As a more general comment, there are many places in the source code where either critical folders are not being made/checked or the script relies on a certain program being installed correctly so would be nice to have less outputless try catch and maybe some way to test if all the requirements are installed for running the sibernetic_c302.py script.
The source code seems to now be using unix only functions, so if there is no plan to natively support compilation on windows, maybe this should be put as wont fix?
@clausagerskov could you please clarify what functions do you mean? As far as I know for building sibernetic you just need use only std lib which is a usually a part of any more or less popular C++ compiler and it wont be a problem to compile/run code under windows.

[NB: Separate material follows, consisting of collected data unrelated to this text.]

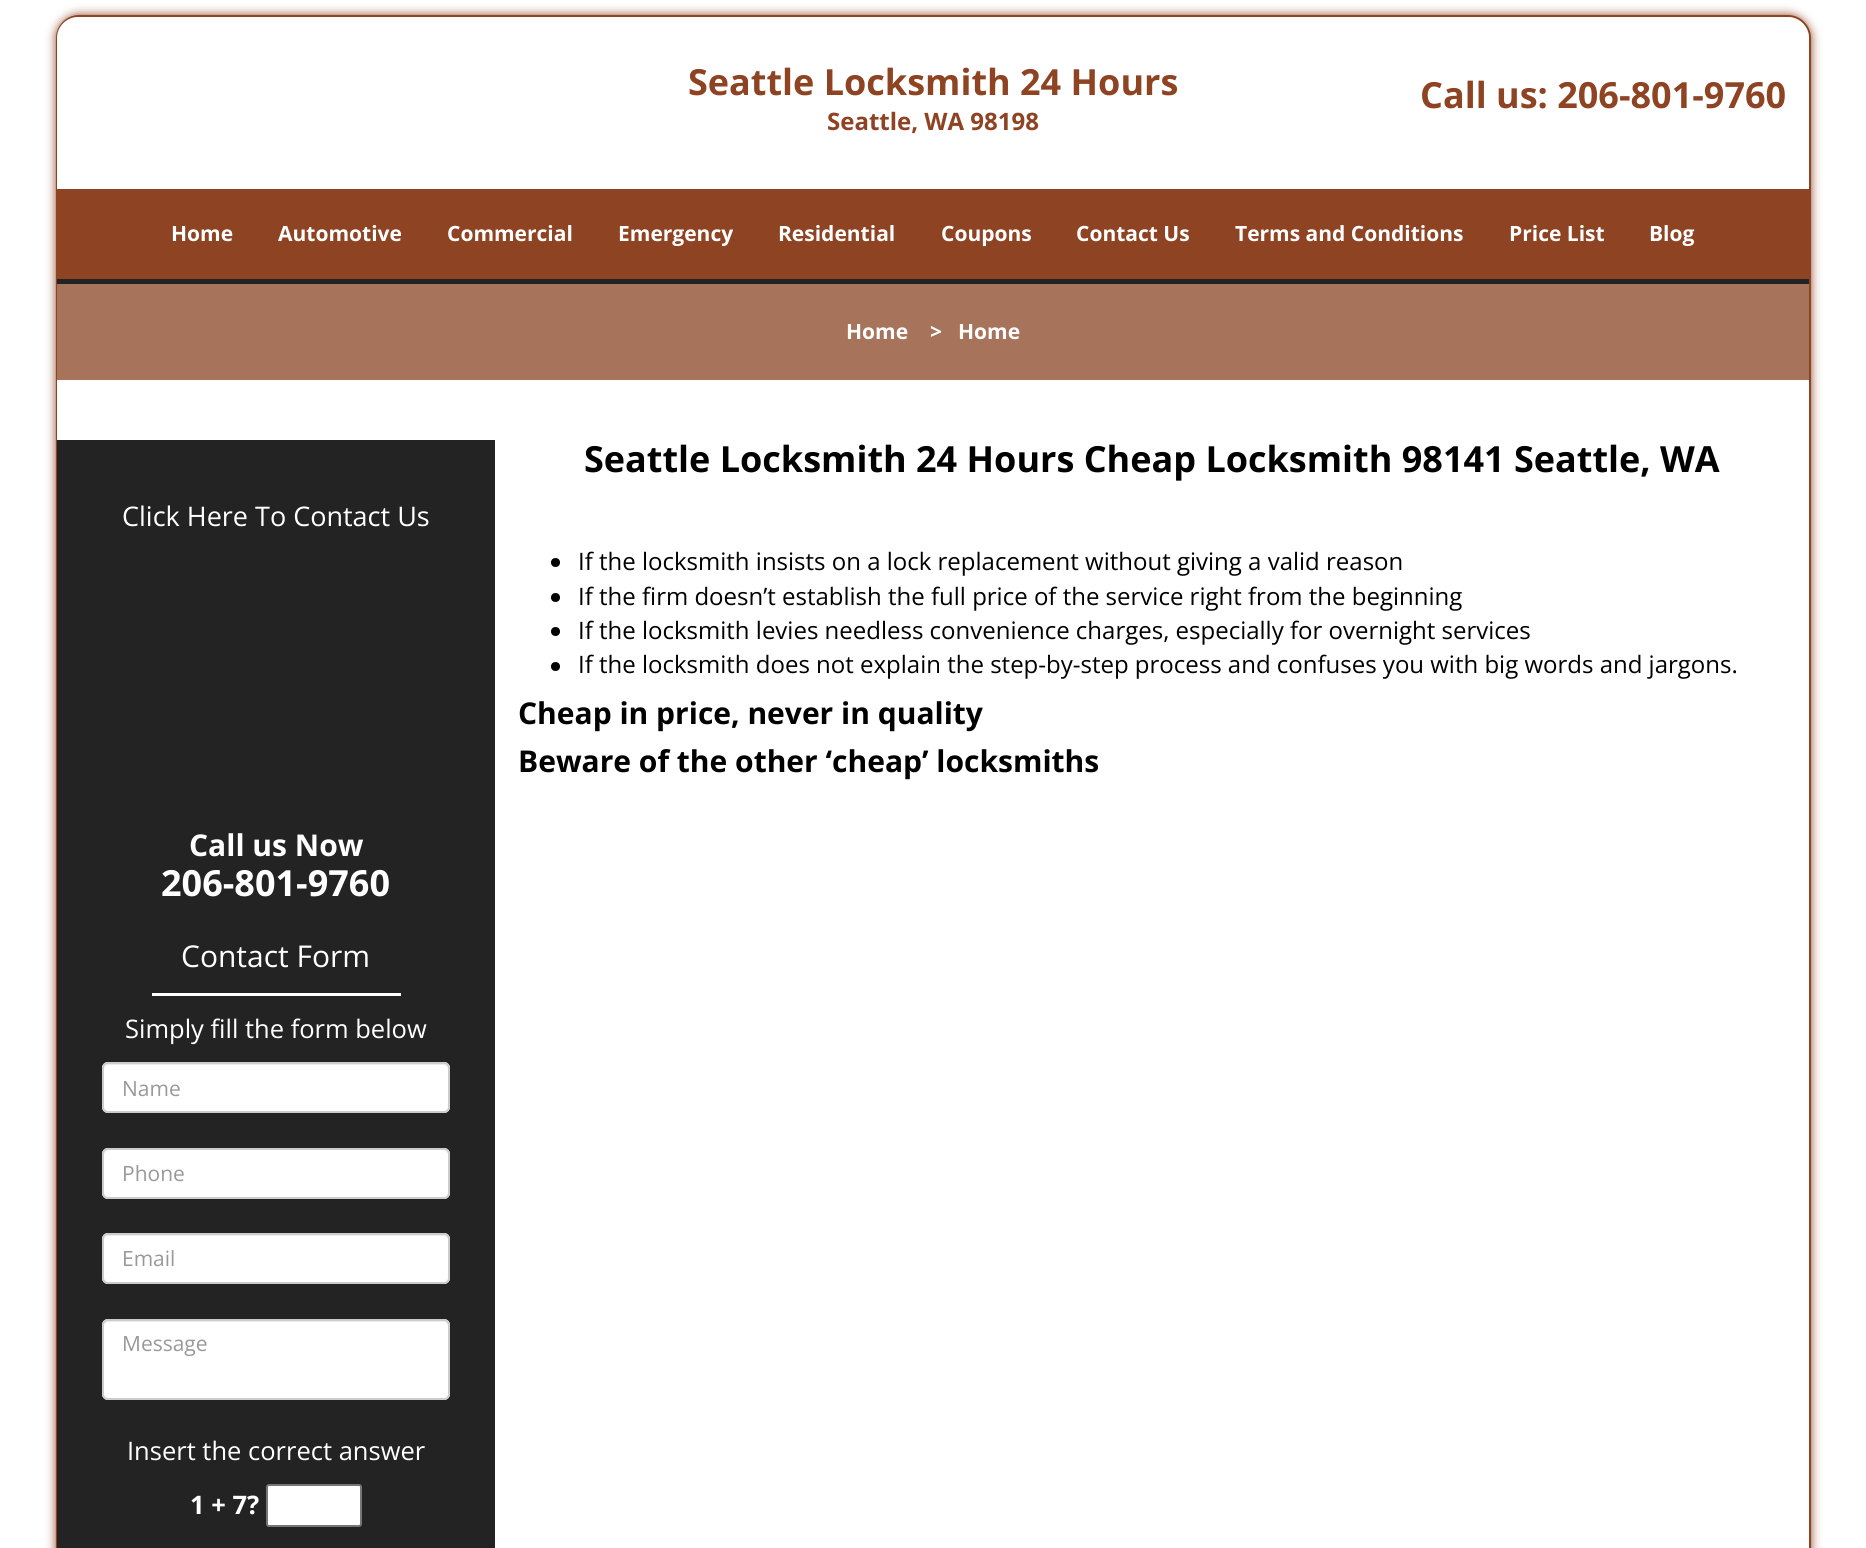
import math
import cairocffi as cairo

surface = cairo.ImageSurface(cairo.FORMAT_RGB24, 1866, 1548)
cr = cairo.Context(surface)
options = cairo.FontOptions()
options.set_hint_metrics(cairo.HINT_METRICS_OFF)
options.set_hint_style(cairo.HINT_STYLE_NONE)
cr.set_font_options(options)
cr.set_miter_limit(4)


def use_color(code):
    cr.set_source_rgb(*(v / 255 for v in bytes.fromhex(code[-6:])))


def round_rect(x, y, w, h, r):
    cr.new_sub_path()
    for i, (u, v) in enumerate([(x + w - r, y + h - r), (x + r, y + h - r), (x + r, y + r), (x + w - r, y + r)]):
        cr.arc(u, v, r, i * math.pi / 2, (i + 1) * math.pi / 2)
    cr.close_path()


def shadow(x, y, w, h, r, blur, alpha):
    cr.push_group_with_content(cairo.CONTENT_ALPHA)
    cr.set_operator(cairo.OPERATOR_SOURCE)
    for i in range(15, -16, -2):
        e = blur * i / 6
        if min(w, h) + 2 * e > 0:
            cr.set_source_rgba(0, 0, 0, alpha * math.erfc((i - 1) / 8.5) / 2)
            round_rect(x - e, y - e, w + 2 * e, h + 2 * e, max(0, min(r + e + blur * .6, min(w, h) / 2 + e)))
            cr.fill()
    cr.mask(cr.pop_group())


use_color("#ffffff")
cr.paint()
use_color("#8e4323")
shadow(56, 15, 1755, 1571, 23, 5, 1)
cr.new_path()
cr.move_to(79, 16)
cr.line_to(1788, 16)
cr.curve_to(1800, 16, 1810, 26, 1810, 38)
cr.line_to(1810, 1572)
cr.line_to(57, 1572)
cr.line_to(57, 38)
cr.curve_to(57, 26, 67, 16, 79, 16)
cr.close_path()
use_color("#8e4323")
cr.stroke()
use_color("#ffffff")
cr.new_path()
cr.move_to(78, 17)
cr.line_to(1788, 17)
cr.curve_to(1799.5, 17, 1809, 26.5, 1809, 38)
cr.line_to(1809, 189)
cr.line_to(57, 189)
cr.line_to(57, 38)
cr.curve_to(57, 26.5, 66.5, 17, 78, 17)
cr.close_path()
cr.fill()
cr.select_font_face("Open Sans", cairo.FONT_SLANT_NORMAL, cairo.FONT_WEIGHT_BOLD)
cr.set_font_size(36)
use_color("#8e4323")
cr.move_to(688, 95)
cr.show_text("Seattle Locksmith 24 Hours")
cr.set_font_size(24)
cr.move_to(827, 130)
cr.show_text("Seattle, WA 98198")
cr.set_font_size(36)
cr.move_to(1420, 108)
cr.show_text("Call us: 206-801-9760")
cr.rectangle(58, 189, 1751, 90)
cr.fill()
use_color("#222325")
cr.rectangle(57, 279, 1752, 5)
cr.fill()
cr.set_font_size(21)
use_color("#ffffff")
cr.move_to(171, 241)
cr.show_text("Home")
cr.move_to(278, 241)
cr.show_text("Automotive")
cr.move_to(447, 241)
cr.show_text("Commercial")
cr.move_to(618, 241)
cr.show_text("Emergency")
cr.move_to(778, 241)
cr.show_text("Residential")
cr.move_to(941, 241)
cr.show_text("Coupons")
cr.move_to(1076, 241)
cr.show_text("Contact Us")
cr.move_to(1235, 241)
cr.show_text("Terms and Conditions")
cr.move_to(1509, 241)
cr.show_text("Price List")
cr.move_to(1649, 241)
cr.show_text("Blog")
use_color("#a8735b")
cr.rectangle(57, 284, 1752, 96)
cr.fill()
use_color("#ffffff")
cr.move_to(846, 339)
cr.show_text("Home")
cr.move_to(930, 339)
cr.show_text(">")
cr.move_to(958, 339)
cr.show_text("Home")
cr.rectangle(57, 380, 1752, 1168)
cr.fill()
use_color("#232323")
cr.rectangle(57, 440, 438, 1108)
cr.fill()
cr.select_font_face("Open Sans")
cr.set_font_size(27)
use_color("#ffffff")
cr.move_to(122, 526)
cr.show_text("Click Here To Contact Us")
cr.select_font_face("Open Sans", cairo.FONT_SLANT_NORMAL, cairo.FONT_WEIGHT_BOLD)
cr.set_font_size(30)
cr.move_to(189, 856)
cr.show_text("Call us Now")
cr.set_font_size(36)
cr.move_to(161, 896)
cr.show_text("206-801-9760")
cr.rectangle(152, 993, 249, 3)
cr.fill()
cr.select_font_face("Open Sans")
cr.set_font_size(30)
cr.move_to(181, 967)
cr.show_text("Contact Form")
cr.set_font_size(25.5)
cr.move_to(125, 1038)
cr.show_text("Simply fill the form below")
round_rect(102, 1062, 348, 51, 6)
cr.fill()
use_color("#ececec")
cr.new_path()
cr.move_to(108, 1065)
cr.line_to(444, 1065)
cr.curve_to(446, 1065, 448, 1067, 448, 1070)
cr.line_to(448, 1108)
cr.line_to(447, 1111)
cr.curve_to(448, 1110, 449, 1108, 449, 1107)
cr.line_to(449, 1069)
cr.curve_to(449, 1066, 447, 1064, 444, 1064)
cr.line_to(109, 1064)
cr.curve_to(106, 1064, 104, 1066, 104, 1069)
cr.line_to(104, 1070)
cr.curve_to(104, 1067, 106, 1065, 108, 1065)
cr.close_path()
cr.fill()
round_rect(103, 1063, 346, 49, 5)
use_color("#cccccc")
cr.stroke()
cr.set_font_size(21)
use_color("#999999")
cr.move_to(122, 1096)
cr.show_text("Name")
use_color("#ffffff")
round_rect(102, 1148, 348, 51, 6)
cr.fill()
use_color("#ececec")
cr.new_path()
cr.move_to(108, 1150)
cr.line_to(444, 1150)
cr.curve_to(446, 1150, 448, 1153, 448, 1155)
cr.line_to(448, 1195)
cr.curve_to(449, 1194, 449, 1193, 449, 1192)
cr.line_to(449, 1154)
cr.curve_to(449, 1151, 447, 1149, 444, 1149)
cr.line_to(109, 1149)
cr.curve_to(106, 1149, 104, 1151, 104, 1154)
cr.line_to(104, 1155)
cr.curve_to(104, 1153, 106, 1150, 108, 1150)
cr.close_path()
cr.fill()
round_rect(103, 1149, 346, 49, 5)
use_color("#cccccc")
cr.stroke()
use_color("#999999")
cr.move_to(122, 1181)
cr.show_text("Phone")
use_color("#ffffff")
round_rect(102, 1233, 348, 51, 6)
cr.fill()
use_color("#ececec")
cr.new_path()
cr.move_to(108, 1236)
cr.line_to(444, 1236)
cr.curve_to(446, 1236, 448, 1238, 448, 1240)
cr.line_to(448, 1281)
cr.curve_to(449, 1280, 449, 1279, 449, 1278)
cr.line_to(449, 1240)
cr.curve_to(449, 1237, 447, 1235, 444, 1235)
cr.line_to(109, 1235)
cr.curve_to(106, 1235, 104, 1237, 104, 1240)
cr.curve_to(104, 1238, 106, 1236, 108, 1236)
cr.close_path()
cr.fill()
round_rect(103, 1234, 346, 49, 5)
use_color("#cccccc")
cr.stroke()
use_color("#999999")
cr.move_to(122, 1266)
cr.show_text("Email")
use_color("#ffffff")
round_rect(102, 1319, 348, 81, 6)
cr.fill()
use_color("#ececec")
cr.new_path()
cr.move_to(108, 1322)
cr.line_to(444, 1322)
cr.curve_to(446, 1322, 448, 1324, 448, 1326)
cr.line_to(448, 1396)
cr.curve_to(449, 1395, 449, 1394, 449, 1393)
cr.line_to(449, 1325)
cr.curve_to(449, 1322, 447, 1320, 444, 1320)
cr.line_to(109, 1320)
cr.curve_to(106, 1320, 104, 1322, 104, 1325)
cr.line_to(104, 1326)
cr.curve_to(104, 1324, 106, 1322, 108, 1322)
cr.close_path()
cr.fill()
round_rect(103, 1320, 346, 79, 5)
use_color("#cccccc")
cr.stroke()
use_color("#999999")
cr.move_to(122, 1351)
cr.show_text("Message")
cr.set_font_size(25.5)
use_color("#ffffff")
cr.move_to(127, 1460)
cr.show_text("Insert the correct answer")
cr.select_font_face("Open Sans", cairo.FONT_SLANT_NORMAL, cairo.FONT_WEIGHT_BOLD)
cr.move_to(190, 1514)
cr.show_text("1 + 7?")
round_rect(267, 1485, 94, 41, 2)
cr.fill_preserve()
use_color("#767676")
cr.stroke()
cr.set_font_size(36)
use_color("#000000")
cr.move_to(584, 472)
cr.show_text("Seattle Locksmith 24 Hours Cheap Locksmith 98141 Seattle, WA")
cr.new_path()
cr.arc(555.5, 562.5, 4.5, 0, 2 * math.pi)
cr.fill()
cr.select_font_face("Open Sans")
cr.set_font_size(24)
cr.move_to(578, 570)
cr.show_text("If the locksmith insists on a lock replacement without giving a valid reason")
cr.new_path()
cr.arc(555.5, 597.5, 4.5, 0, 2 * math.pi)
cr.fill()
cr.move_to(578, 605)
cr.show_text("If the firm doesn’t establish the full price of the service right from the beginning")
cr.new_path()
cr.arc(555.5, 631.5, 4.5, 0, 2 * math.pi)
cr.fill()
cr.move_to(578, 639)
cr.show_text("If the locksmith levies needless convenience charges, especially for overnight services")
cr.new_path()
cr.arc(555.5, 666.5, 4.5, 0, 2 * math.pi)
cr.fill()
cr.move_to(578, 673)
cr.show_text("If the locksmith does not explain the step-by-step process and confuses you with big words and jargons.")
cr.select_font_face("Open Sans", cairo.FONT_SLANT_NORMAL, cairo.FONT_WEIGHT_BOLD)
cr.set_font_size(30)
cr.move_to(518, 724)
cr.show_text("Cheap in price, never in quality")
cr.move_to(518, 772)
cr.show_text("Beware of the other ‘cheap’ locksmiths")
surface.write_to_png("result.png")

Just to clarify, the code does not use Unix only functions, the code is just not readily compilable in Visual Study without some minor modifications which I will post
I will submit my edits separately, but I have successfully compiled sibernetic on Windows x64 with CUDA 11.1 and am able to run the demos and worm, using python 3.8. One roadblock was that there is a bug in the main_sim.py file on line 59 where j = n/2 needs to be j = int(n/2) which was causing an unhandled error when trying to run the main_py from the sibernetic exe. Would be helpful if sibernetic checks for nullptr return when running pValue = PyObject_CallMethod(pInstance, const_cast<char *>("run"), nullptr); as simply passing a nullptr pValue to PyList_Check(pValue) returns a access violation and a silent crash (owSignalSimulator.cpp)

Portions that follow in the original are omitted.